Source data:
+ + +
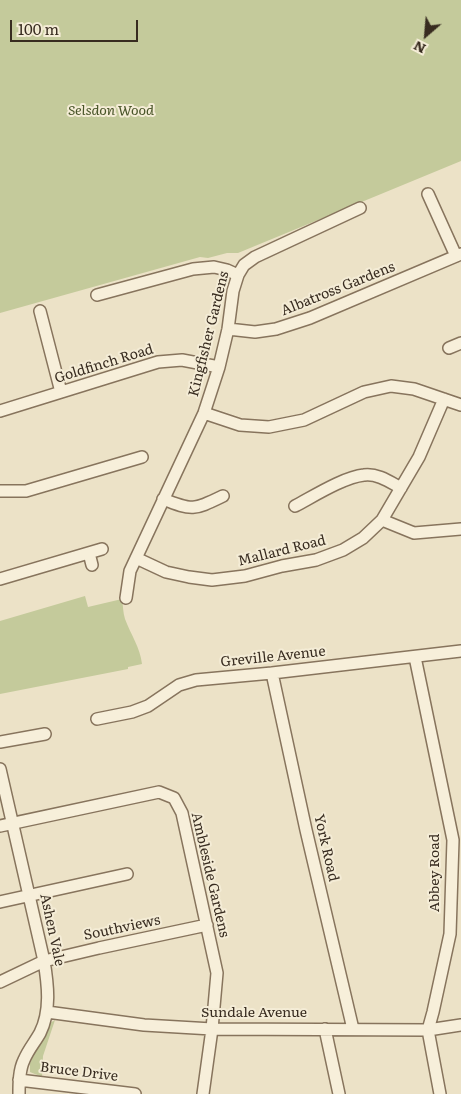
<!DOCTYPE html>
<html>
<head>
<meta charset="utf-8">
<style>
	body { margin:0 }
	#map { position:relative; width:461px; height:1094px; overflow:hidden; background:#ece2c7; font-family:Literata,serif }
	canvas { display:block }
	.north { position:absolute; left:401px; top:10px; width:50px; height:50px; -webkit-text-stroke:4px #f4ecd6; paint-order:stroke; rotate:207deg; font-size:14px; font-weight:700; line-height:20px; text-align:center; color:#382c20 }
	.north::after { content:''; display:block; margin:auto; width:18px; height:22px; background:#382c20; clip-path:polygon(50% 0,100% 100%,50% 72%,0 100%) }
	.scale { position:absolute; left:10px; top:20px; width:128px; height:22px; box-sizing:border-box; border:2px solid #382c20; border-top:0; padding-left:6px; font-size:15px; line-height:18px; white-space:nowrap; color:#382c20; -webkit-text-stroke:4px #f4ecd6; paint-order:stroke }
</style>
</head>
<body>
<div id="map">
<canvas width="461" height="1094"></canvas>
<div class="north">N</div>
<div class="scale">100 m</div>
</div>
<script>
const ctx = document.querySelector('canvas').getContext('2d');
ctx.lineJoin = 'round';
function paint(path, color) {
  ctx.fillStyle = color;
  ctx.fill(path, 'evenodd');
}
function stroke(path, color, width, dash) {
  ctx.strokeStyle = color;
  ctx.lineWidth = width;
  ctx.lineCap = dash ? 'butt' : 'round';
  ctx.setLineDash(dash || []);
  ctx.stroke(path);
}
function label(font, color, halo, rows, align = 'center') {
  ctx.font = font + ' Literata,serif';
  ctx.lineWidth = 4;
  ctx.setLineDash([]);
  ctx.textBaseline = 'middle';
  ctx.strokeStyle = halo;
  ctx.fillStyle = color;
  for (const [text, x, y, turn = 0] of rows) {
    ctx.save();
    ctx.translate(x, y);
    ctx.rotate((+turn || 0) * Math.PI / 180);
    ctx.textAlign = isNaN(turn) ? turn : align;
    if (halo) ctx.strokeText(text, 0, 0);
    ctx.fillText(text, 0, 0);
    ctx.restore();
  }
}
paint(new Path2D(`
	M 0,0 L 461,0 L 461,161 L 238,253 L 227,253 L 208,258 L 200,257 L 0,313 Z
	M 85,596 L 88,607 L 122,599 C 123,605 123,613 125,619 C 131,635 140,647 142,664 L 128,667 L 128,669 L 0,694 L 0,621 Z
	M 55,1020 L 43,1056 L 42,1077 L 30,1072 L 30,1063 L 50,1023 Z`), '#c4ca9b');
const minor = new Path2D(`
	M 428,194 L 456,256
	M 97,295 L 193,269 L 214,267 L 227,270 L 238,275
	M 40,311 L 61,392
	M 228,329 L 255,332 L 276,329 L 310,318 L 461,254
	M 449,348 L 461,343
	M 0,411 L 158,362 L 182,360 L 219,367
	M 204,413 L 240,425 L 269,427 L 304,420 L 364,392 L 391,386 L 414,389 L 461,405
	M 0,491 L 26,491 L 142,457
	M 163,499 C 193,511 194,510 223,496
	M 295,506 C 314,496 344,477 364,475 C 377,473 390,482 401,488
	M 382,520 L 414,533 L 461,529
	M 89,553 L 92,565
	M 136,558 L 166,572 L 189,577 L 212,580 L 245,576 L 282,566 L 316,560 L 343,550 L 363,538 L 382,520 L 419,457 L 444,399
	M 0,579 L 102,549
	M 126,598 L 130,571 L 204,413 L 219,367 L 228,329 L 233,291 L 238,275 L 244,265 L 255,257 L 360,208
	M 415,657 L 453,840 L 450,934 L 433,1012 L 428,1030 L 440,1094
	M 272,673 L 306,830 L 353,1029
	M 97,719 L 132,712 L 148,706 L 179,685 L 196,680 L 272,673 L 461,651
	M 0,742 L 45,734
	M 0,769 L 44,961 C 48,985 51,1011 40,1033 C 35,1042 28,1050 24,1060 C 19,1070 19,1083 19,1094
	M 0,826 L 159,792 L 174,798 L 182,813 L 217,973 L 212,1029 L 203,1094
	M 0,902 L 127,874
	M 0,982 L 44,961 L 99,948 L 207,925
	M 47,1012 L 144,1025 L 212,1029 L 428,1030 L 461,1025
	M 325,1029 L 339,1094
	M 19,1080 L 135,1094`);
stroke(minor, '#87745d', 14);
stroke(minor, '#f7efda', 11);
label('italic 14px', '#485428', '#f4ecd6', [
	["Selsdon Wood",111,111]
]);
label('14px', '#382c20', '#f4ecd6', [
	["Albatross Gardens",338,289,-22],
	["Kingfisher Gardens",209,334,-76],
	["Goldfinch Road",104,364,-17],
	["Mallard Road",282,551,-14],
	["Greville Avenue",273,657,-6],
	["York Road",326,848,77],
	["Abbey Road",435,873,-90],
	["Ambleside Gardens",210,875,77],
	["Southviews",122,928,-12],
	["Ashen Vale",52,930,78],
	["Sundale Avenue",254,1013],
	["Bruce Drive",79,1072,7]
]);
</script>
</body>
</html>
+ + +
:: EXERCISE DIRECTIONS ::
Only the lines from the beginning of the records up to and including the line with "function stroke(path, color, width, dash)" should appear, exactly as they are, and no pictures.

:: RESPONSE AREA ::
<!DOCTYPE html>
<html>
<head>
<meta charset="utf-8">
<style>
	body { margin:0 }
	#map { position:relative; width:461px; height:1094px; overflow:hidden; background:#ece2c7; font-family:Literata,serif }
	canvas { display:block }
	.north { position:absolute; left:401px; top:10px; width:50px; height:50px; -webkit-text-stroke:4px #f4ecd6; paint-order:stroke; rotate:207deg; font-size:14px; font-weight:700; line-height:20px; text-align:center; color:#382c20 }
	.north::after { content:''; display:block; margin:auto; width:18px; height:22px; background:#382c20; clip-path:polygon(50% 0,100% 100%,50% 72%,0 100%) }
	.scale { position:absolute; left:10px; top:20px; width:128px; height:22px; box-sizing:border-box; border:2px solid #382c20; border-top:0; padding-left:6px; font-size:15px; line-height:18px; white-space:nowrap; color:#382c20; -webkit-text-stroke:4px #f4ecd6; paint-order:stroke }
</style>
</head>
<body>
<div id="map">
<canvas width="461" height="1094"></canvas>
<div class="north">N</div>
<div class="scale">100 m</div>
</div>
<script>
const ctx = document.querySelector('canvas').getContext('2d');
ctx.lineJoin = 'round';
function paint(path, color) {
  ctx.fillStyle = color;
  ctx.fill(path, 'evenodd');
}
function stroke(path, color, width, dash) {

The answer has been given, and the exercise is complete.